Sería idílico pensar que la historia de nuestras vidas comienza desde que nacemos, que cada uno construye su propio camino y que nada puede quebrantarlo. Pero no es así. Al menos, mi historia comienza antes.
Mi abuela Ñaña, exesposa de mi abuelo Óscar, lo dejó debido a su falta de compromiso y a sus infidelidades. Después de la separación, decidió irse a vivir a Chiloé junto a su hija menor. Por su parte, mi abuelo se trasladó a Talca, donde inició una relación con una mujer que había conocido en un prostíbulo, con quien posteriormente tuvo dos hijos.
Con el tiempo entendí que estas decisiones no solo marcaron sus vidas, sino también la de quienes vinieron después.
Por el lado de mi papá, la historia no era muy distinta. Su familia estaba compuesta por tres hermanas y tres hermanos, aunque no todos compartían el mismo padre. Su madre, Ana, mi abuela, sostuvo durante años la esperanza de que algún hombre pudiera amarla, aceptarla junto a sus hijos y formar una familia. Sin embargo, cada vez que lo intentó, fue abandonada. Esa repetición trajo consigo pobreza, inestabilidad y una historia atravesada por el abandono, la negligencia y situaciones de abuso que nunca se resolvieron del todo.
Mi mamá creció en una familia acomodada, donde nunca faltó nada. Había estabilidad económica y una estructura familiar que, en apariencia, funcionaba. Sin embargo, todo cambió cuando mis abuelos se separaron. A partir de ese momento, esa estabilidad dejó de ser la misma.
Con el tiempo entendí que esa ruptura no fue solo un quiebre familiar, sino también emocional. Mi mamá comenzó a construir su vida desde otro lugar, marcada por esa ausencia. En ese proceso, empezó a buscar afecto y contención fuera de su casa.
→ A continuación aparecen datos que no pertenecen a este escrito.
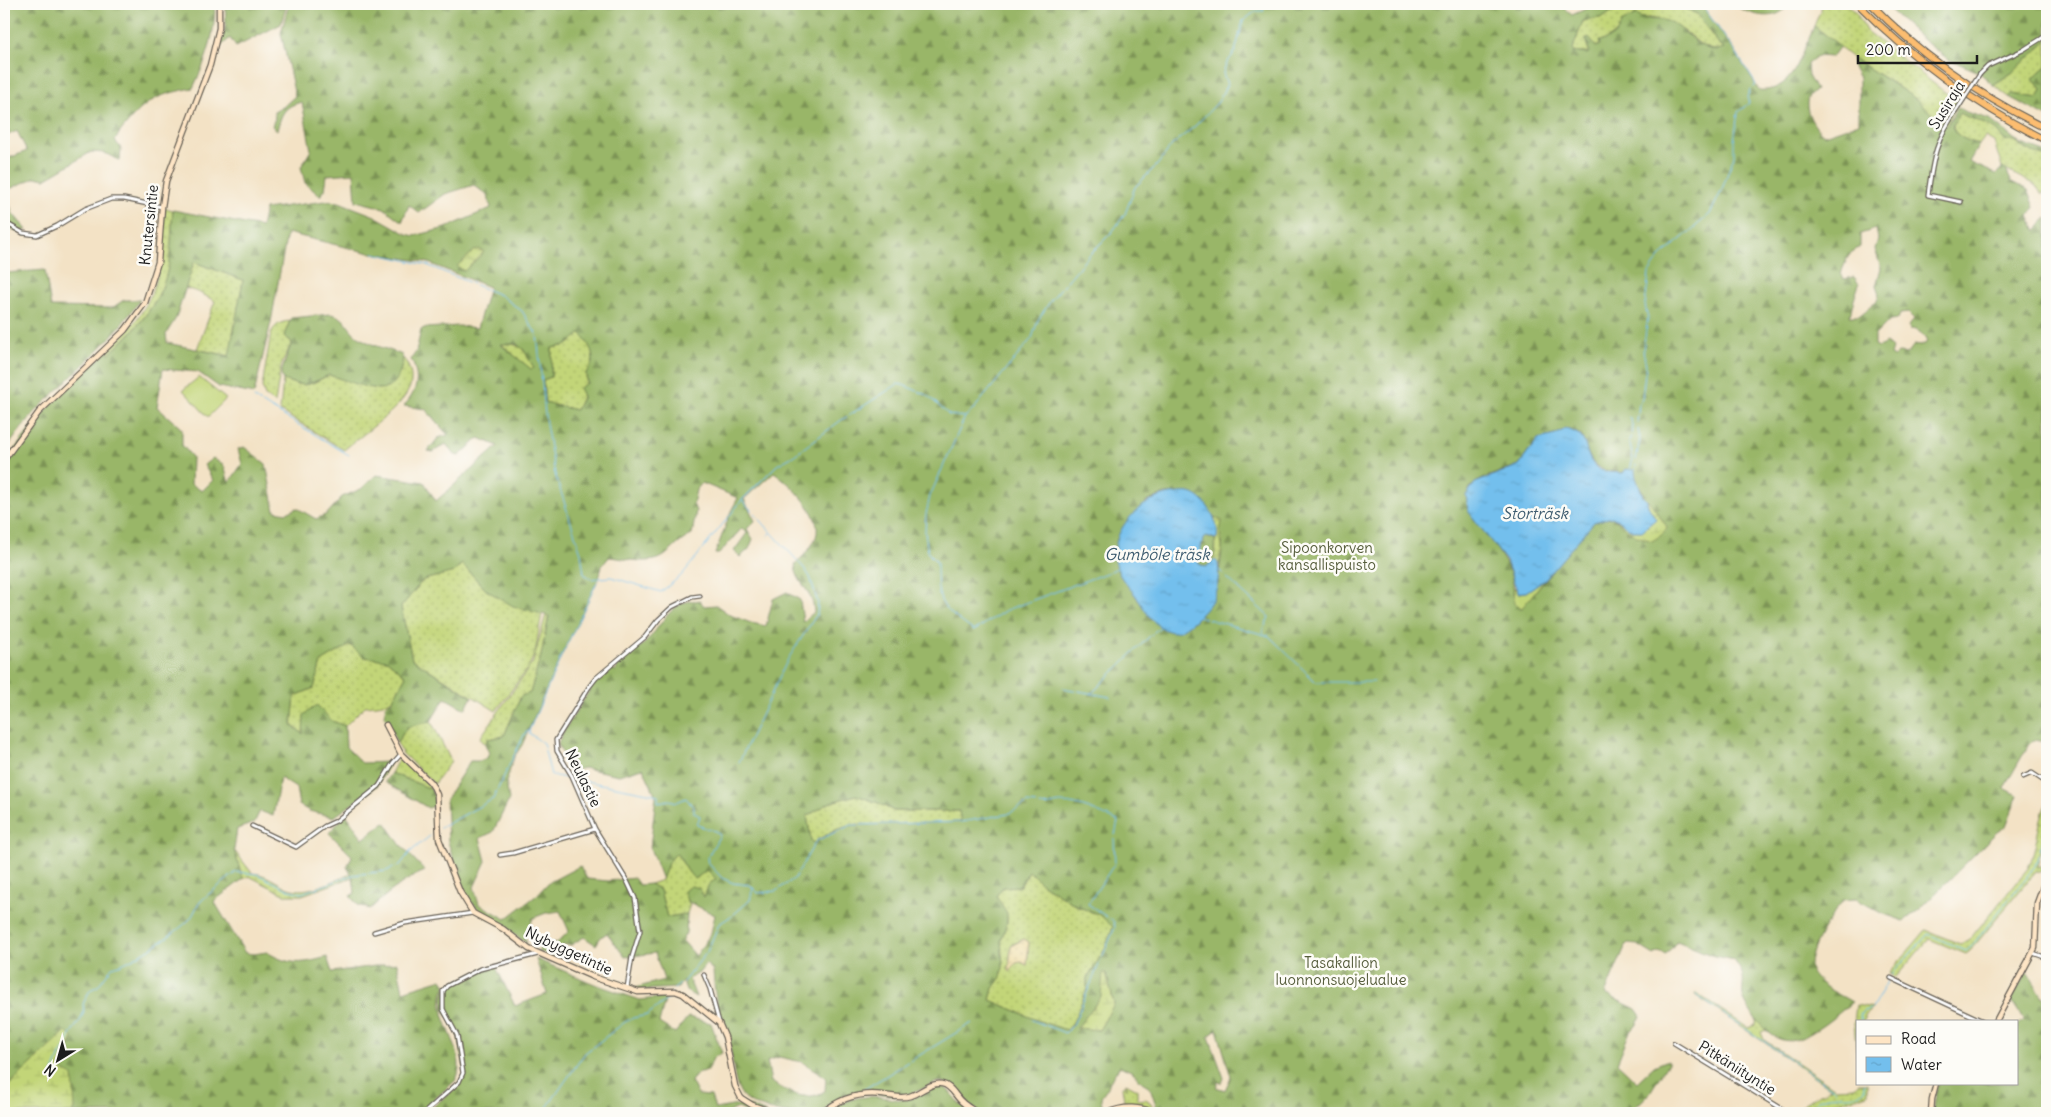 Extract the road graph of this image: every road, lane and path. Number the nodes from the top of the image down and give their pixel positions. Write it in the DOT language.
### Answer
graph roads {
  1 [pos="219,4"];
  2 [pos="1858,4"];
  3 [pos="1871,4"];
  4 [pos="2047,35"];
  5 [pos="2047,130"];
  6 [pos="2047,141"];
  7 [pos="1960,202"];
  8 [pos="162,207"];
  9 [pos="4,222"];
  10 [pos="4,460"];
  11 [pos="700,596"];
  12 [pos="386,725"];
  13 [pos="401,754"];
  14 [pos="2023,777"];
  15 [pos="2047,783"];
  16 [pos="252,826"];
  17 [pos="595,829"];
  18 [pos="500,854"];
  19 [pos="2047,876"];
  20 [pos="473,913"];
  21 [pos="374,932"];
  22 [pos="2033,953"];
  23 [pos="538,954"];
  24 [pos="2047,958"];
  25 [pos="704,975"];
  26 [pos="1891,978"];
  27 [pos="626,989"];
  28 [pos="1981,1020"];
  29 [pos="1997,1020"];
  30 [pos="719,1023"];
  31 [pos="1674,1043"];
  32 [pos="1936,1084"];
  33 [pos="424,1113"];
  34 [pos="775,1113"];
  35 [pos="822,1113"];
  36 [pos="977,1113"];
  37 [pos="1107,1113"];
  38 [pos="1157,1113"];
  39 [pos="1788,1113"];
  40 [pos="1931,1113"];
  1 -- 8 [label="street, Knutersintie"];
  2 -- 6 [label="highway"];
  3 -- 5 [label="highway"];
  4 -- 7 [label="street, Susiraja, bridge"];
  8 -- 9 [label="street"];
  8 -- 10 [label="street, Knutersintie"];
  11 -- 17 [label="street, Neulastie"];
  12 -- 13 [label="street, Nybyggetintie"];
  13 -- 16 [label="street"];
  13 -- 20 [label="street, Nybyggetintie"];
  14 -- 15 [label="street"];
  17 -- 18 [label="street"];
  17 -- 27 [label="street, Neulastie"];
  19 -- 22 [label="street"];
  20 -- 21 [label="street"];
  20 -- 23 [label="street, Nybyggetintie"];
  22 -- 24 [label="street"];
  22 -- 29 [label="street"];
  23 -- 27 [label="street, Nybyggetintie"];
  23 -- 33 [label="street"];
  25 -- 30 [label="street"];
  26 -- 28 [label="street"];
  27 -- 30 [label="street, Nybyggetintie"];
  30 -- 34 [label="street"];
  31 -- 39 [label="street, Pitkäniityntie"];
  32 -- 40 [label="street"];
  35 -- 36 [label="street"];
  37 -- 38 [label="street"];
}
Fue en ese contexto que conoció a mi papá.
Mis padres se conocieron el 6 de octubre de 1984, durante el bombazo ocurrido en la iglesia Fátima de Punta Arenas. En medio de ese contexto, participaron en un juego típico de la época: el “siete besitos, chevé chevé”. Fue ahí donde comenzó todo, con un beso propio de la edad.
Mi mamá venía de una realidad distinta. Había crecido con ciertas comodidades —como tener bicicletas Caloi, que en ese tiempo eran muy populares— y con una vida más estable. Mi papá, en cambio, creció en la pobreza. Desde niño tuvo que trabajar y aprender a arreglárselas con poco.
Aun así, se enamoraron.
Visto con distancia, no fue solo una diferencia económica. Fue el encuentro de dos formas completamente distintas de entender la vida: una que venía de una estabilidad que se había quebrado, y otra que nunca había existido.
Mi mamá tenía 17 años y mi papá 18 cuando comenzaron a vivir juntos. Se habían conocido y enamorado siendo muy jóvenes, prácticamente adolescentes. Al poco tiempo, mi mamá quedó embarazada. Hoy, al mirarlo con distancia, resulta evidente que estaban asumiendo responsabilidades para las que nadie los había preparado.
Mi mamá se fue a vivir con mi papá. La familia de él tenía una situación económica muy precaria. Mi papá había comenzado a trabajar a los ocho años en una panadería y no continuó sus estudios. Con el tiempo, su madre dejó de insistir. Trabajar no era una opción, sino una necesidad para poder alimentarse y aportar dentro de una familia compuesta por seis hermanos.
Fue en ese contexto que mis padres lograron encontrar un espacio donde formar su familia, en una pampa en la ciudad de Punta Arenas, Chile.
En ese entonces, el entorno era muy distinto al actual. Había áreas verdes y los vecinos todavía sembraban su propia comida, mientras el sol frío se asomaba sobre el paisaje. Existía cercanía entre ellos: conversaban, compartían y comentaban su día a día con naturalidad. Con el tiempo entendí que esa aparente tranquilidad no significaba necesariamente que todo estuviera bien; muchas cosas simplemente no se hablaban.
El terreno pertenecía a mi abuelo Óscar, quien luego se lo heredó a mi mamá, Edith. En ese lugar vivía un hombre al que todos conocían como Moyo. Algunas personas decían que tenía buen corazón, pero también se comentaba que tenía comportamientos inapropiados, ya que solía observar a mujeres jóvenes. En ese entonces, esas actitudes se normalizaban o se dejaban pasar. Nunca formó una familia. Cuando mis padres llegaron a vivir ahí, él tuvo que irse a otra casa, aunque seguía visitando el lugar con frecuencia.
Ahí se terminó de configurar el escenario en el que crecería.
Ese fue el inicio de una vida determinada por otros. Yo no elegí el punto de partida, pero con el tiempo tuve que hacerme cargo de quién iba a ser.